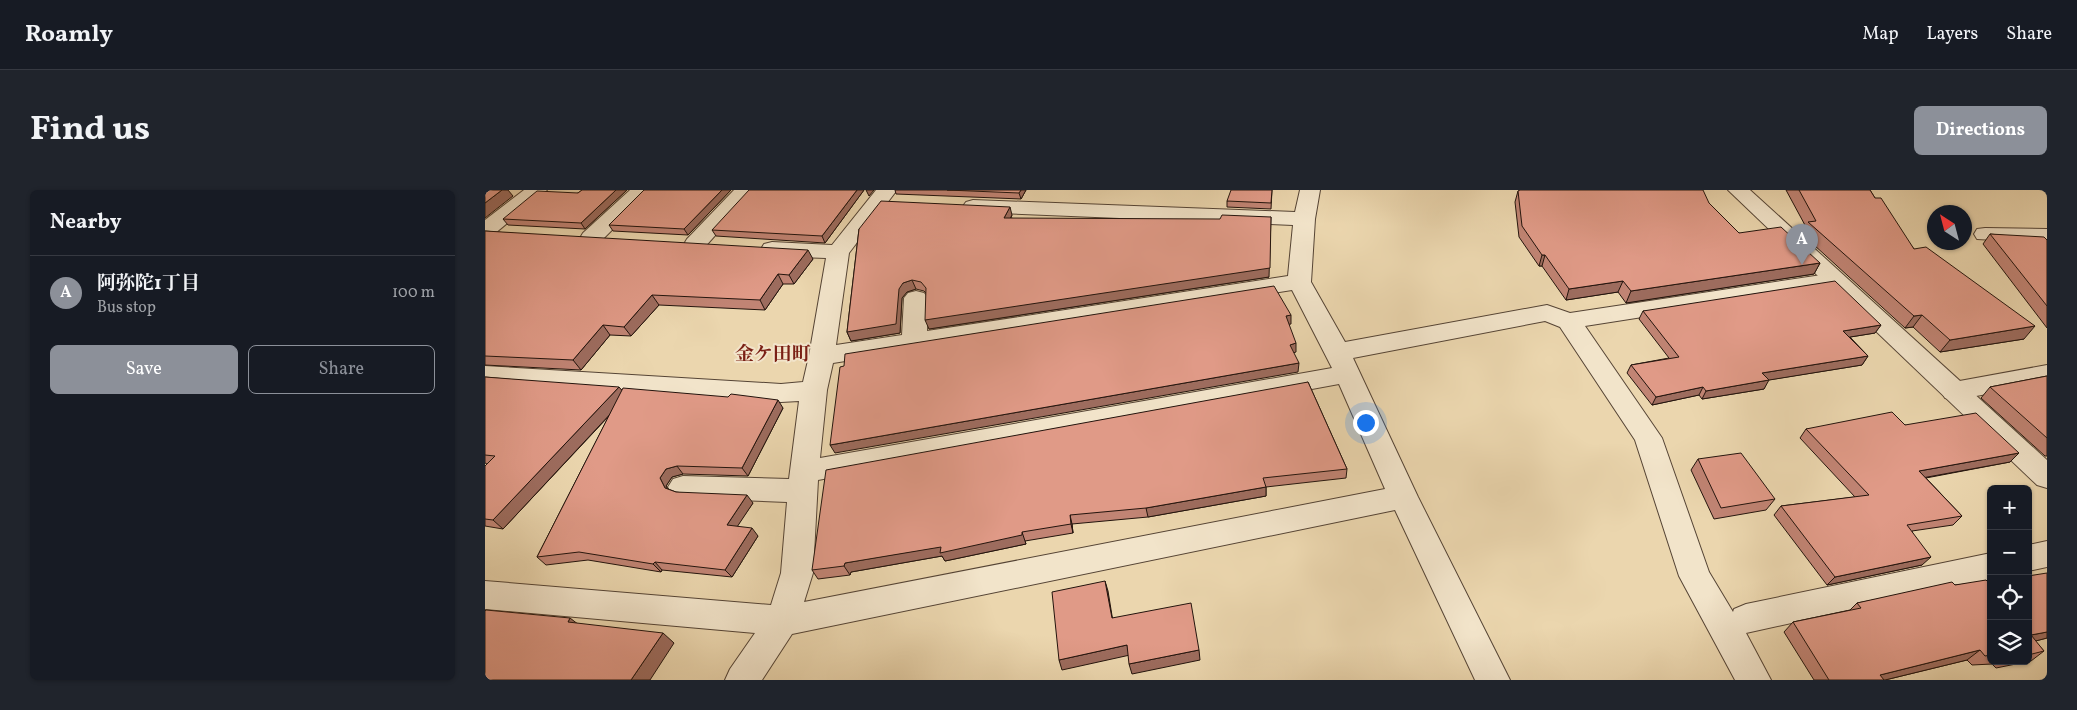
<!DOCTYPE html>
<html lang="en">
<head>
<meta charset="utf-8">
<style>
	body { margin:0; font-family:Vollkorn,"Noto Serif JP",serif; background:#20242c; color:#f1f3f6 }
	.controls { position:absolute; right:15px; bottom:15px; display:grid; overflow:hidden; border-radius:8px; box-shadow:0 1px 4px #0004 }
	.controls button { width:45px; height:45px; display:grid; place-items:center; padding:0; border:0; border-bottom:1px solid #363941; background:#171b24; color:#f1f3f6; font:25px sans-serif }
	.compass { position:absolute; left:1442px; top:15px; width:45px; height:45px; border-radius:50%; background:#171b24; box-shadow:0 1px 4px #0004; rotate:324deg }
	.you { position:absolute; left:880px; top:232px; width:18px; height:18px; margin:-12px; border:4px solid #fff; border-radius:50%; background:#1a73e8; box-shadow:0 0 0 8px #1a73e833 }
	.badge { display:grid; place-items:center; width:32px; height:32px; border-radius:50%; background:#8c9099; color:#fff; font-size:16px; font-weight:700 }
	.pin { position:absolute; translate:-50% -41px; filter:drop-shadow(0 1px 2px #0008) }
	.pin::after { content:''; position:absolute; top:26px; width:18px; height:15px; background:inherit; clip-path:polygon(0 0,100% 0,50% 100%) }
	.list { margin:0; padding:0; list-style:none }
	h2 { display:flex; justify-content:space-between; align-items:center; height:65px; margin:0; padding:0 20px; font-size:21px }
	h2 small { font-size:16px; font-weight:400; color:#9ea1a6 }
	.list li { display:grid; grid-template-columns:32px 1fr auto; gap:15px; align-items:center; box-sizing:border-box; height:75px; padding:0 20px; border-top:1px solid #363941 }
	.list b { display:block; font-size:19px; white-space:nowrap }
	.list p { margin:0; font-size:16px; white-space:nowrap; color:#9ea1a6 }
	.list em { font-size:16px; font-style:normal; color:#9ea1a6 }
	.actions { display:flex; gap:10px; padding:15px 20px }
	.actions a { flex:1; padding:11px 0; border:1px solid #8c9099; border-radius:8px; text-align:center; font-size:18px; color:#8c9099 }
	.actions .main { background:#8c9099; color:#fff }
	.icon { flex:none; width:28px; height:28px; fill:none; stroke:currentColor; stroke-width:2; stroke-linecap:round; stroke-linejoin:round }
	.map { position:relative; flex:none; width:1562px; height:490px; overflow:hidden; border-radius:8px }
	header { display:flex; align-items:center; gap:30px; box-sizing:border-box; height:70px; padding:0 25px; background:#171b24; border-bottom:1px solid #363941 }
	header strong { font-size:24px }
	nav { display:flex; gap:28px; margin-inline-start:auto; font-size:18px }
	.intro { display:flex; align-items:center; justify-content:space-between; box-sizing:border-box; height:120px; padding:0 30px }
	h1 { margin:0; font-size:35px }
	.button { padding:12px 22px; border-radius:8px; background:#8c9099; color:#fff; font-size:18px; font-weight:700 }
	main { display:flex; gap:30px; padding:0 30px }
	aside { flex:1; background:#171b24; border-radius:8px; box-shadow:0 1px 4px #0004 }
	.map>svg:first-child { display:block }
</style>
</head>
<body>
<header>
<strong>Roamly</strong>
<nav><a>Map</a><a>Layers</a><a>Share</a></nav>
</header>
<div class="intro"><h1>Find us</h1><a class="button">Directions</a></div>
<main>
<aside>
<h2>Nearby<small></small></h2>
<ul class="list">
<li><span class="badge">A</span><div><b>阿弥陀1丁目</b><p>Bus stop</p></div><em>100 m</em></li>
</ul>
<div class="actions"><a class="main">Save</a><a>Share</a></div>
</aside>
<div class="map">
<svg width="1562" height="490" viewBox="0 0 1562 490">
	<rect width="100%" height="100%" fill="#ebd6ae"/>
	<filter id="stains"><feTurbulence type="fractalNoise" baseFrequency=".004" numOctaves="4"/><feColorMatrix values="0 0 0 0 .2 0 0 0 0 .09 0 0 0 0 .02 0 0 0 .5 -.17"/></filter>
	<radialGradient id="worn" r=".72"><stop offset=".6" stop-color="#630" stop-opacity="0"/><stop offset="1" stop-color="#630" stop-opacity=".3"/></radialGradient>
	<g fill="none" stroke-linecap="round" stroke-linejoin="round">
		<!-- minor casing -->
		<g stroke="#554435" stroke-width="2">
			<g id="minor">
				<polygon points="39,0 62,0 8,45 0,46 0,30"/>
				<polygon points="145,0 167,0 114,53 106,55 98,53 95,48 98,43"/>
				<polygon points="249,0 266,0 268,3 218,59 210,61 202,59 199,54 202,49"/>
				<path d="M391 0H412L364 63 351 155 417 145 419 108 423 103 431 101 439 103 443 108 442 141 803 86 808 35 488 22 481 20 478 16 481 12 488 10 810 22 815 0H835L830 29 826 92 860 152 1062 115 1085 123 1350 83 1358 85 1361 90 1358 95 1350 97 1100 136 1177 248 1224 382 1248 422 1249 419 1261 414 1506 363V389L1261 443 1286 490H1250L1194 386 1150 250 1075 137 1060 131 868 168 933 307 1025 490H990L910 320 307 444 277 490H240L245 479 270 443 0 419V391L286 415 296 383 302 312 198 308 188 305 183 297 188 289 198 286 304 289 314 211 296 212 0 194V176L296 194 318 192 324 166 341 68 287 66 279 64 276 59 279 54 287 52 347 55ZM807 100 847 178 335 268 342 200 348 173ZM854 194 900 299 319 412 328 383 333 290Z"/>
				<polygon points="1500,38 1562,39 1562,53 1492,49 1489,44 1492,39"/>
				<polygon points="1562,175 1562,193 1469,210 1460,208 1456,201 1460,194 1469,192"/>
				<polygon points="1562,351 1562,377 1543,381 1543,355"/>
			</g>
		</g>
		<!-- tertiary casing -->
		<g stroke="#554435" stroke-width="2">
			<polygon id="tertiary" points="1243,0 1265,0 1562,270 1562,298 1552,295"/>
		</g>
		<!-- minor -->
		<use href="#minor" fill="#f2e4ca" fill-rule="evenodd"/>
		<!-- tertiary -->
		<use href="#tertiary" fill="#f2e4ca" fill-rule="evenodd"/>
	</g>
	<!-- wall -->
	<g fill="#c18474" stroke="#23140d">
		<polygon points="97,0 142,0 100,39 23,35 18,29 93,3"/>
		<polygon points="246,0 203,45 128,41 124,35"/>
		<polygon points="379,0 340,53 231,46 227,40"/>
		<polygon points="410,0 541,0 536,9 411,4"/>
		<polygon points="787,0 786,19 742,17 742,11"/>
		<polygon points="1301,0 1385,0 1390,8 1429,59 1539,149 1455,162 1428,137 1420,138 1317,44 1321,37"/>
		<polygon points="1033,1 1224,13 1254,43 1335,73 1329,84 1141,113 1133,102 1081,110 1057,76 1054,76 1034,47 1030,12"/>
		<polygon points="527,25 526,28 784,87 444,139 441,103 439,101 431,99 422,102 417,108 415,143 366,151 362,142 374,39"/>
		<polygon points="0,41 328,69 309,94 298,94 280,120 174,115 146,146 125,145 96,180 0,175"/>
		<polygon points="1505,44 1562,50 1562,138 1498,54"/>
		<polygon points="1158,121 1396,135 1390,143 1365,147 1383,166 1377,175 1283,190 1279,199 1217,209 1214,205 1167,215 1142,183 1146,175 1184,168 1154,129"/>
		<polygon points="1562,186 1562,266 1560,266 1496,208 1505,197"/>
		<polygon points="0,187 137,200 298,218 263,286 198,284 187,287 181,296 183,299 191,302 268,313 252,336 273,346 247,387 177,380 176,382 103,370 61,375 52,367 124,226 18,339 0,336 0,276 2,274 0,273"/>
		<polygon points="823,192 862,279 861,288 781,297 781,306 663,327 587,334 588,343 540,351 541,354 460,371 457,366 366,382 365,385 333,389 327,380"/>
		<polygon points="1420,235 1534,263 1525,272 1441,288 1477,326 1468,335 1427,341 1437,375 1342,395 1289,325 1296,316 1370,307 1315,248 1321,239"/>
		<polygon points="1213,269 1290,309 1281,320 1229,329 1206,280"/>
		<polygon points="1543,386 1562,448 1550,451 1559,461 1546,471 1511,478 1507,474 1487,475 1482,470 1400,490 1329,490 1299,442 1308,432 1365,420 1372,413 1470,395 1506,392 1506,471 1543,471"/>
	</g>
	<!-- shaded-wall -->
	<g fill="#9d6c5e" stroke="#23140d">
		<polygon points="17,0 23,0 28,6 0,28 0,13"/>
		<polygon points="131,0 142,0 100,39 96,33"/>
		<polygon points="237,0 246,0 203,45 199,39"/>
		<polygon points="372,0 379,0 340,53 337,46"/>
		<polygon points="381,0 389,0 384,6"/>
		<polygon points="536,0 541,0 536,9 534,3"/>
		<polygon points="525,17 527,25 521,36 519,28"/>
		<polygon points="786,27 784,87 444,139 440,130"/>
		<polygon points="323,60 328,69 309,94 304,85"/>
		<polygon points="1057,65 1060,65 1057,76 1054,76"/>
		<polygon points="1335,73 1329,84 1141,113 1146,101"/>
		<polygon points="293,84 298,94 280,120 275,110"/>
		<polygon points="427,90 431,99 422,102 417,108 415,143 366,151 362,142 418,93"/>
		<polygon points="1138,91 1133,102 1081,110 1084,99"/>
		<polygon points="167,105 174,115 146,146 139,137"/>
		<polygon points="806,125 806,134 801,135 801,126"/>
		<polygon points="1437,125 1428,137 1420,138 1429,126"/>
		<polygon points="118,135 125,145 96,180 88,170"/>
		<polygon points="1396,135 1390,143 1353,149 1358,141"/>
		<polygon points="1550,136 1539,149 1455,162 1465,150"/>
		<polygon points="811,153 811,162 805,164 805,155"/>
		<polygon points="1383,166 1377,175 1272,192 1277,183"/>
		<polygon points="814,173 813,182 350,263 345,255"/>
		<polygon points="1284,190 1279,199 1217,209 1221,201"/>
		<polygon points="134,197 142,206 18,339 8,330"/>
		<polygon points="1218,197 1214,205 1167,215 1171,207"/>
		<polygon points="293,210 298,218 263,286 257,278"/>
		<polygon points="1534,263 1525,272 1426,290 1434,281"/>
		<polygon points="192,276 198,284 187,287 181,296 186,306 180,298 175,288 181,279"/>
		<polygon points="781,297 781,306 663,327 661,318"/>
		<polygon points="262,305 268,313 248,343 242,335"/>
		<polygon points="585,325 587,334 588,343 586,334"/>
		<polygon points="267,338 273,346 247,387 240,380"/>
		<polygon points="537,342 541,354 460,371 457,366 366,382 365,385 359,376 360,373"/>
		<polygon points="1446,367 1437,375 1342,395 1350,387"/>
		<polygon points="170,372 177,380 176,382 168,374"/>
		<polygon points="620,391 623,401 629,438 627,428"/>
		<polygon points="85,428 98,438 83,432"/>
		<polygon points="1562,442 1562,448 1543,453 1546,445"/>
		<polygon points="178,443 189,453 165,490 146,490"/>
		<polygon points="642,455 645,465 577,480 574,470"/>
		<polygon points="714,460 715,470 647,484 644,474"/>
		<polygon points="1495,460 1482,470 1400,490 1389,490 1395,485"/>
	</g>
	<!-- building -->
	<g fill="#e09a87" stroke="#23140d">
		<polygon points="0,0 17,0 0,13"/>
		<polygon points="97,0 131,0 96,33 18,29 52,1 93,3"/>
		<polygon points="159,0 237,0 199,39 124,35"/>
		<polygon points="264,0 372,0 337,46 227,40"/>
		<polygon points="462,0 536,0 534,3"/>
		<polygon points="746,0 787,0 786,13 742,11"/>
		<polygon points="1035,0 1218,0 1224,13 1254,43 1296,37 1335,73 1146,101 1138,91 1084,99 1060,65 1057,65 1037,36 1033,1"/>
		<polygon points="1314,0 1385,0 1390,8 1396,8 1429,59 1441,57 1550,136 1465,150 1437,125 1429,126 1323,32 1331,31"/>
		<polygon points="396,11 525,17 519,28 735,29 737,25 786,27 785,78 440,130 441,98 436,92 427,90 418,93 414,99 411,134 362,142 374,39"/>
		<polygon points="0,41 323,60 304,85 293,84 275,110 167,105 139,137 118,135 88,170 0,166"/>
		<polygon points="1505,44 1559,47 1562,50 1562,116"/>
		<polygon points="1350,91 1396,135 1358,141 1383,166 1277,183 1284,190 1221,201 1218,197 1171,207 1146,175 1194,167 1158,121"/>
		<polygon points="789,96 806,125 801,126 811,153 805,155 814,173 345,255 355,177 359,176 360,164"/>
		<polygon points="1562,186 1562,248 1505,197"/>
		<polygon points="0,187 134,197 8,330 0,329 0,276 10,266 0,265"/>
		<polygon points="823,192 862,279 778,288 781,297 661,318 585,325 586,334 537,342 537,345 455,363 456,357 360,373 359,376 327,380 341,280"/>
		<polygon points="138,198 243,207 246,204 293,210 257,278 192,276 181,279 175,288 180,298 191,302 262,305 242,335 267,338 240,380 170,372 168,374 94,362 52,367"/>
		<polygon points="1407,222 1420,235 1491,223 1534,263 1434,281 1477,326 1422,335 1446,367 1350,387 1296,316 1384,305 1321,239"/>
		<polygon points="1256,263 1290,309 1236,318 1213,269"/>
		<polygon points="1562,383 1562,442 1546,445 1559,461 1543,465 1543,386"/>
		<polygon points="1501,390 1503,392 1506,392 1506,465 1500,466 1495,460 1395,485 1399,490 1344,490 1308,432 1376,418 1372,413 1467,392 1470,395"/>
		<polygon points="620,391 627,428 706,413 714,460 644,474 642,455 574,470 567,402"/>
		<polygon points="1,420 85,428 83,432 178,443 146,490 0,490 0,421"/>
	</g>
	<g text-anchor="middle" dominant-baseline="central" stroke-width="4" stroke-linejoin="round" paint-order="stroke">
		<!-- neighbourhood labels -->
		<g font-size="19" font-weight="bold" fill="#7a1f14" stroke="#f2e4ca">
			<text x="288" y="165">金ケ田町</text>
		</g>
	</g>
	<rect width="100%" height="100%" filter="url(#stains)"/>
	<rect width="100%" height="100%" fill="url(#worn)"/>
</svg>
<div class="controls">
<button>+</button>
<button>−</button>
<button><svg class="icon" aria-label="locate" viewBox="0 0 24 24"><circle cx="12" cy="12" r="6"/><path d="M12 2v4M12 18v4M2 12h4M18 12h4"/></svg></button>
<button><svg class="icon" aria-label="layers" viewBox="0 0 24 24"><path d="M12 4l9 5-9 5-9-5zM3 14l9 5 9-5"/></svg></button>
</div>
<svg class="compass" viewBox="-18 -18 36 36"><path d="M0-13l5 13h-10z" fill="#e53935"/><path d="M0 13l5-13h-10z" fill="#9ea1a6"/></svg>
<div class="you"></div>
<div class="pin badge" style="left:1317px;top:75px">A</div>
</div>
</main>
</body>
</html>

◆ ◆ ◆ ◆ ◆ ◆ ◆

▶ [What to work on]:
Each line that contains the string "place" should be copied from the data above.

▶ [Response to the exercise]:
	.controls button { width:45px; height:45px; display:grid; place-items:center; padding:0; border:0; border-bottom:1px solid #363941; background:#171b24; color:#f1f3f6; font:25px sans-serif }
	.badge { display:grid; place-items:center; width:32px; height:32px; border-radius:50%; background:#8c9099; color:#fff; font-size:16px; font-weight:700 }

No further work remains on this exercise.